START Data to use

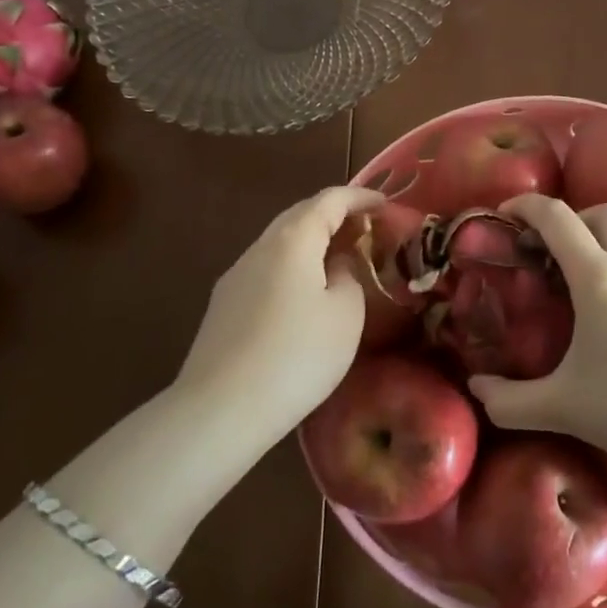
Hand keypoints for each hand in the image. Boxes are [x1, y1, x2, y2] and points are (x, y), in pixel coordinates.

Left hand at [173, 185, 386, 453]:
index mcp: (294, 239)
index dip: (361, 197)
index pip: (330, 200)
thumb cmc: (297, 355)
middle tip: (366, 230)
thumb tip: (336, 266)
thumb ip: (348, 276)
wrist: (220, 410)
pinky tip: (304, 294)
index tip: (386, 205)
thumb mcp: (345, 314)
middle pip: (301, 215)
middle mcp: (260, 247)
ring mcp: (236, 276)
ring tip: (339, 260)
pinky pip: (267, 269)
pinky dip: (293, 266)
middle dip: (335, 215)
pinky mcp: (224, 306)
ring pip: (281, 243)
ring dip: (312, 242)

END Data to use

### What to do
Show all of the lines above in which "middle" is present.

### Task result
middle tip: (366, 230)
middle pip: (301, 215)
middle mcp: (260, 247)
middle dip: (335, 215)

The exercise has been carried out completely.